Which States Allow Sports Betting?
If you haven't already heard, states can now officially legalize sports betting if they chose to do so after the US Supreme Court struck down the federal ban last year. There are now a variety of bills on file around the country and even some new laws in place that pertain to sports betting and sportsbooks.
I am going to run through all 50 states and given you a synopsis of which States already allow sports betting, which are on their way to passing the bill and which are just flat out not interested.
States That Already Allow Sports Betting
Nevada - Nevada is the originating state, and many states might look to them for the best practices in the regulation of sports betting.
On June 5, 2018, Delaware moved to offer single-game betting on a number of
different sports at three casinos in the state. This happened less than a
month after the Supreme Court ruled that federal law restrictions on single
game betting was unconstitutional.
New Jersey - On June 11, 2018, a sports betting bill was signed and a William Hill sportsbook at Monmouth Park took the first bets on Thursday, June 14. A mere 30-minutes later, the Borgata in Atlantic City booked its first sports bet. Shortly after, a few other sportsbooks started taking wagers, and the Meadowlands opened its doors on July 14 for the FanDuel's first sportsbook.
Mississippi - Mississippi requires all sports betting to take place in-person, with mobile wagering to be considered at a later date.
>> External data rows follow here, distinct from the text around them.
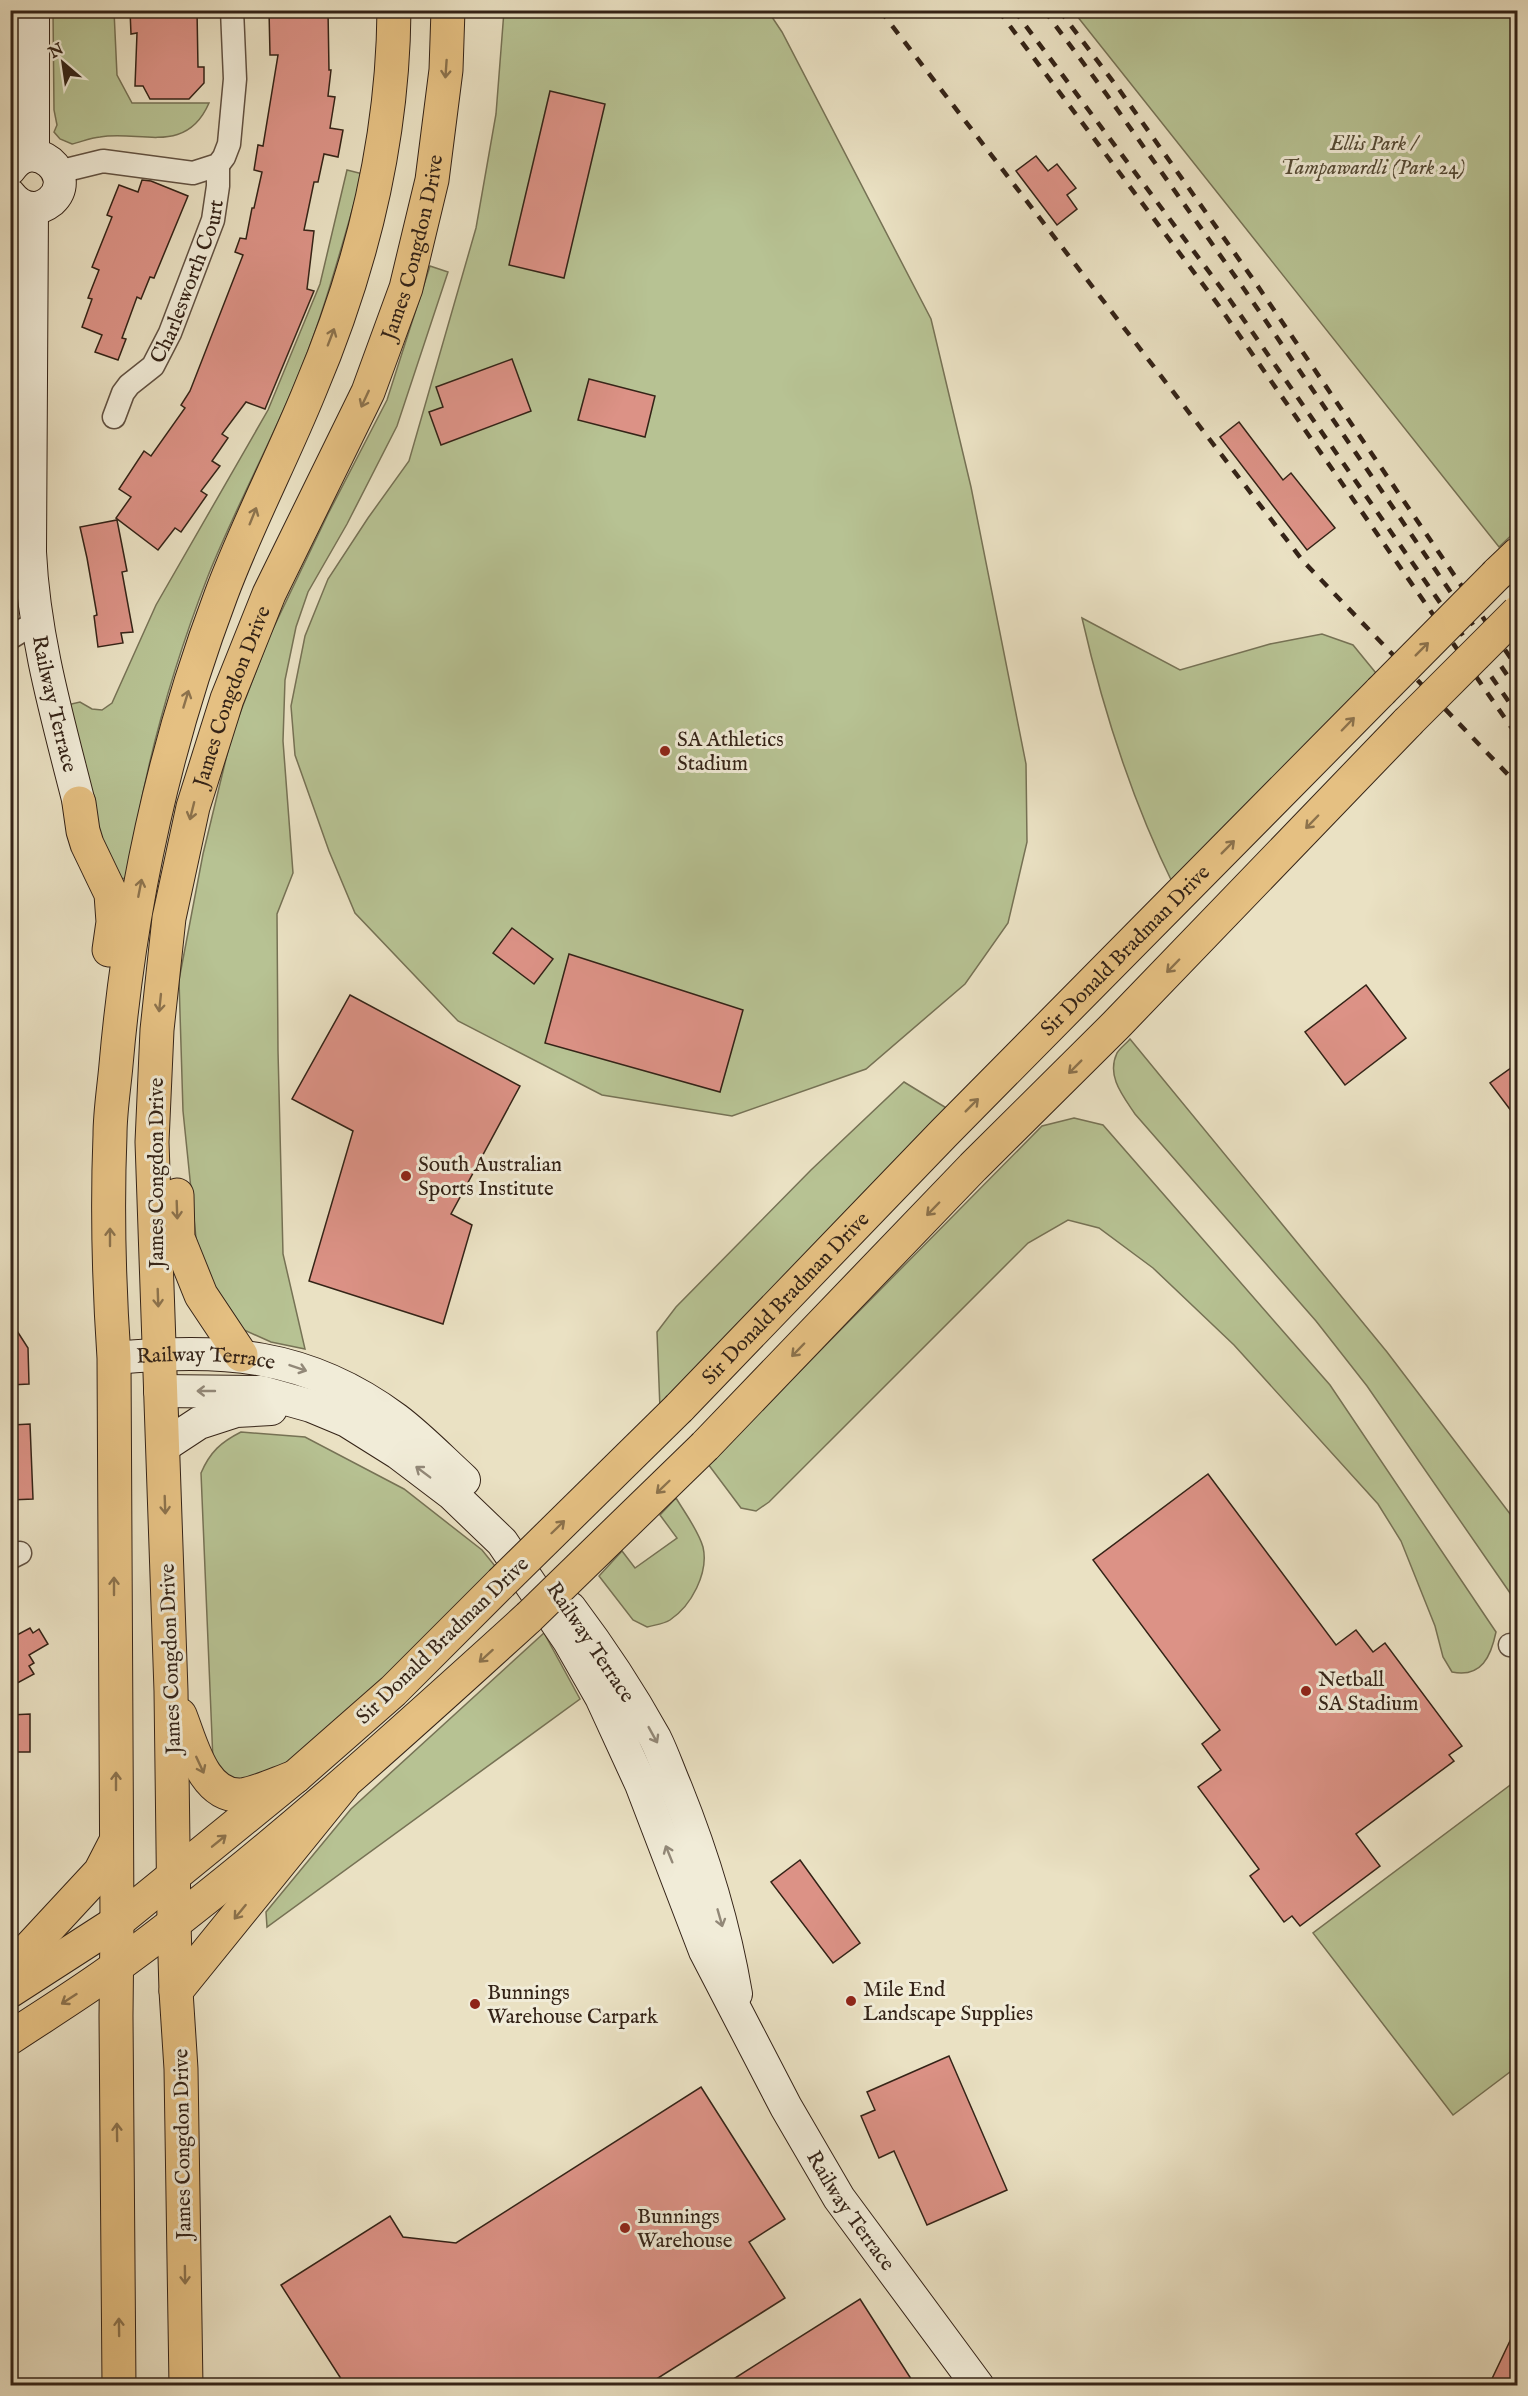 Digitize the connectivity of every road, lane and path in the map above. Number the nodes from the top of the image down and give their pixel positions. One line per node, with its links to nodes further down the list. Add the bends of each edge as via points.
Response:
1 (33, 10): 6 (main road)
2 (232, 10): 5 (street, via 235,79 229,144)
3 (394, 10): 14 (main road, James Congdon Drive, one-way to 3, via 134,918 156,807 185,700 221,595 310,391 351,285 378,174 393,62)
4 (448, 10): 13 (main road, James Congdon Drive, one-way to 13, via 446,70 432,180 406,288 368,392 265,604 227,699 193,807 168,918)
5 (218, 165): 6 (street, via 193,173 103,161); 8 (street, Charlesworth Court, via 213,220 170,333 153,366 129,385)
6 (34, 166): 7 (main road, via 60,180 55,197 48,204)
7 (21, 201): 11 (main road, Railway Terrace, via 30,552)
8 (114, 417)
9 (1507, 564): 22 (main road, Sir Donald Bradman Drive, one-way to 9, bridge, via 393,1691 679,1408 944,1133)
10 (1518, 612): 23 (main road, Sir Donald Bradman Drive, one-way to 23, bridge, via 705,1446 529,1617)
11 (23, 630): 12 (main road, Railway Terrace)
12 (79, 803): 14 (main road, via 83,831 113,906 97,1040)
13 (155, 1071): 15 (main road, James Congdon Drive, one-way to 15, via 153,1142); 16 (main road, one-way to 16, via 175,1120 178,1238 201,1295)
14 (114, 1092): 17 (main road, James Congdon Drive, one-way to 14, via 110,1145)
15 (159, 1354): 16 (main road, Railway Terrace); 17 (main road, Railway Terrace); 18 (main road, James Congdon Drive)
16 (241, 1355): 32 (main road, Railway Terrace, one-way to 32, via 331,1379 396,1419 472,1487 541,1568 656,1740 690,1824 718,1912 729,1950)
17 (113, 1373): 18 (main road); 24 (main road, James Congdon Drive, one-way to 17)
18 (160, 1391): 19 (main road, Railway Terrace, one-way to 18, via 261,1392); 20 (main road, James Congdon Drive)
19 (311, 1406): 20 (main road, via 236,1411 199,1423); 32 (main road, Railway Terrace, one-way to 19, via 705,1951 641,1784 601,1697 502,1542 452,1494 398,1454 347,1421)
20 (164, 1446): 21 (main road, James Congdon Drive, one-way to 21)
21 (171, 1691): 22 (main road, one-way to 22, via 201,1772 220,1789 241,1795); 25 (main road, James Congdon Drive)
22 (295, 1778): 25 (main road, Sir Donald Bradman Drive, one-way to 22)
23 (343, 1785): 27 (main road, Sir Donald Bradman Drive); 31 (main road, one-way to 31)
24 (117, 1840): 26 (main road, James Congdon Drive); 29 (main road, via 100,1872)
25 (173, 1877): 26 (main road, Sir Donald Bradman Drive); 27 (main road, James Congdon Drive)
26 (117, 1922): 28 (main road, James Congdon Drive); 30 (main road, Sir Donald Bradman Drive)
27 (174, 1923): 28 (main road, Sir Donald Bradman Drive); 31 (main road, James Congdon Drive)
28 (117, 1966): 33 (main road, Sir Donald Bradman Drive, one-way to 33); 34 (main road, James Congdon Drive, one-way to 28)
29 (10, 1969)
30 (10, 1991)
31 (176, 1991): 35 (main road, James Congdon Drive, one-way to 35, via 181,2069)
32 (741, 2024): 36 (main road, Railway Terrace, via 839,2198)
33 (10, 2038)
34 (119, 2385)
35 (186, 2385)
36 (978, 2385) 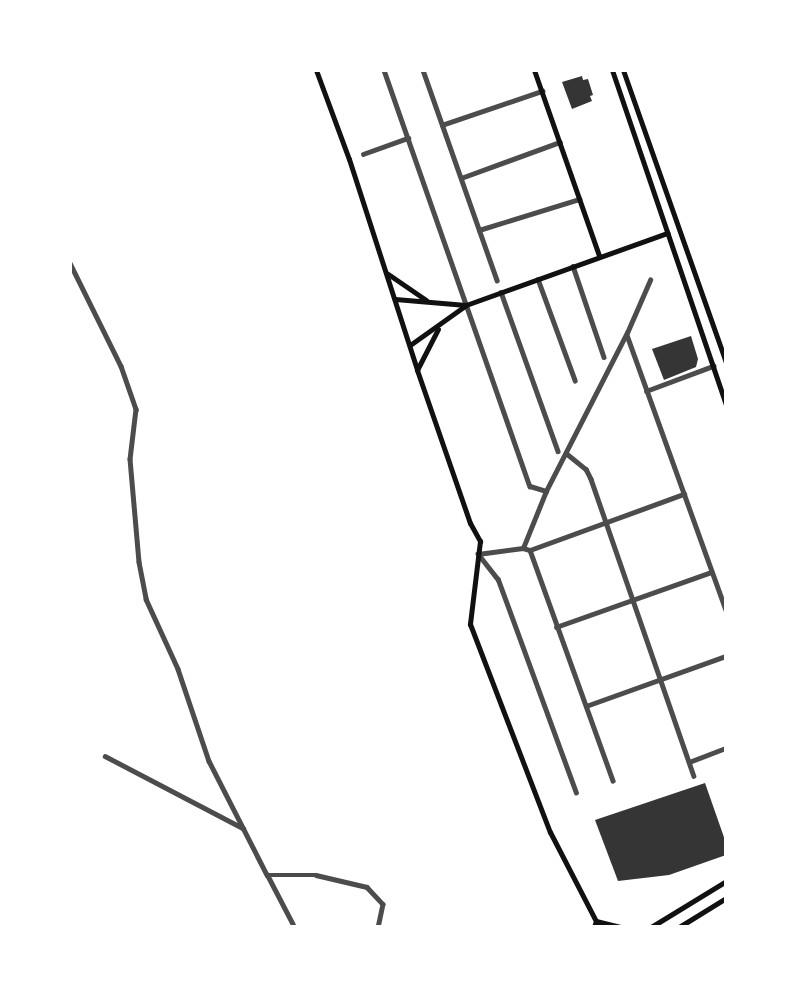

This big win was put to light when a new law in 2017 was passed that allowed MGM Resorts to allow their two casinos to start booking bets on Aug 1, 2018.
West Virginia - West Virginia became the fifth state to offer legal and regulated sports betting when Hollywood Casino opened its doors on August 30, 2018. The West Virginia Lottery Commission is serving as the chief regulator, and both in-person and online sports wagering are permitted under the law.
New Mexico - On October 16, 2018, the Santa Ana Star Casino & Hotel booked its first sports bet in partnership with Nevada-based USBookmaking. However, that move came in conjunction with a gaming compact currently in place with the state. Any new sports betting legislation has not yet been passed, and a published report indicates that bets are not permitted on games involving the University of New Mexico or New Mexico State University.
Pennsylvania - Hollywood Casino at Penn National Race Course booked its first legal sports bet in Pennsylvania sometime in mid-November 2018. This move came after a new sports betting bill was signed as part of a broader legislation that pushed to include online poker and Daily Fantasy Sports.
Rhode Island - The legalization came on November 26, when Twin River Casino opened its door for the first time for legal sports betting. However, under the state law, Rhode Island can only operate two locations and the state's lottery is providing regulatory oversight.
Up-and-Coming Legalization States
New York - In 2013, New York passed a law to allow sports betting at four on-site locations. After that law was D.O.A, many think the law is about to be revived. The New York State Gaming Commission is aiming to complete regulations 'in the short term' for four locations specified under the 2013 law. On October 26, a Supreme Court Judge ruled that the states two-year-old DFS law violated the state's constitution. The Attorney General will likely appeal the ruling, and both Draft Kings and FanDuel confirmed they will continue offering fantasy contests in the state. It's only a matter of time before sports betting is officially legalized.
Arkansas - On November 6, 2018, Arkansas voters approved 'Issue 4,' a constitutional amendment that will bring expanded gambling - including sports betting - to four counties in the state. On the bill, a section included 'accepting wagers on sports events'. The Arkansas Racing Commission will oversee licensing at the four locations, and it's a process that could take months to pass.
Moving Toward Legalization
Connecticut, Illinois, Kentucky, Michigan, Indiana, Massachusetts, Maryland, Minnesota, Missouri, Kansas, Iowa, Louisiana, Oklahoma, South Carolina, California, Oregon, Montana, Ohio, Washington D.C., Tennessee, Virginia, New Hampshire, North Dakota, Maine, Arizona, Hawaii, South Dakota, Texas, Washington State, Georgia, Vermont, North Carolina, Colorado, Alabama
Without taking up 18 pages and more of your time than I need to, I grouped these States together for the same reason. They are all moving towards legalization, but no laws or bills have been passed yet, and they are simply not close like the two states in the above category. For the most part, these states have several rules and regulations that need to put in place, such as fees for obtaining a permit (Texas must pay $250,000 to operate sports books) or laws that prohibited betting on University Athletics.
No Legalization Activity Yet
Idaho, Florida, Alaska, Nebraska, Wisconsin, Wyoming, Utah
These states all have laws in place that prohibit full-blown sports betting. Such laws would need to be repealed before any news laws could be set in place. As of writing this, there are no bills in motion that could change the status quo.